What is the Palestinian Arab model for children? Hitler’s “Children’s Army” at the end of World War II.

Terrorist Dalal Mughrabi, who in 1978 masterminded Israel’s most lethal terror attack (killing 37 people, 12 of them children), has been hailed again as a hero and role model by the Palestinian Authority, which has found another way to honor the terrorist’s memory by naming a children’s camp in Jericho after her.

It is the Sisters of Dalal Mughrabi camp in Jericho, funded by Fatah and revealed by Palestinian Media Watch.

It’s amazing that nobody, not the media, the White House, Bruxelles or the United Nations, protested against this diabolic incitement to infanticide and most horrible form of childhood molestation.

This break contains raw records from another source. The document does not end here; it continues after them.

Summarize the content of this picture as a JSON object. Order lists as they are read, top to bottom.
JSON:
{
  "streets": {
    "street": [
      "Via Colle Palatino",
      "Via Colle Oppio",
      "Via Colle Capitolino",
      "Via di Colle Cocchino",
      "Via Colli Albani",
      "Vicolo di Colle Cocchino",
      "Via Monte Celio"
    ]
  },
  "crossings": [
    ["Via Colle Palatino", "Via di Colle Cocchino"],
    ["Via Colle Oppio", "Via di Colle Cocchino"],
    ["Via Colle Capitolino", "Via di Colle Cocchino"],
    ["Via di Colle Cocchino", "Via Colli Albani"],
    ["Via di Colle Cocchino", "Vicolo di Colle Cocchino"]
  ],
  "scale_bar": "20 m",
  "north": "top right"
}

There is no precedent in the history of humanity for this child sacrifice.

Like the Palestinian Arab willing “martyrs”, Hitler’s Children, “the Jungvolk”, were as young as 10, yet fought in the Third Reich.

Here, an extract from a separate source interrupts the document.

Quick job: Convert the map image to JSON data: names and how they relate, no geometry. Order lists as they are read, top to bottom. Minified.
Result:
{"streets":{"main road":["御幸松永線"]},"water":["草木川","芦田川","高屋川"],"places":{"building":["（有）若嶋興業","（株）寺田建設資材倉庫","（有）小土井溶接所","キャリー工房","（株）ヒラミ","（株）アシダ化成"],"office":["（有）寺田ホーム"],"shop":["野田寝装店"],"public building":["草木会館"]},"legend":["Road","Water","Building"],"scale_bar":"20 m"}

As the famous Palestinian Arab infant dressed in the outfit of a suicide bomber, with a scarf around the head and a belt of fake explosives around the waist, Hitler’s Children looked pathetic standing in full sized uniforms and wearing helmets that were too large.

In the Palestinian Arab camp of Balata, overlooking the Jewish town of Itamar, the youngsters have replaced their Pokemon cards with necklaces with photos of suicide bombers.

“These children are convinced that martyrdom is a holy thing, something worthy of the ultimate respect”, Munir Jabal, head of a Balata teachers association, declared a few years ago to the Toronto Star. “They worship these pictures. I think it will lead them in the future to go out and do the same thing”.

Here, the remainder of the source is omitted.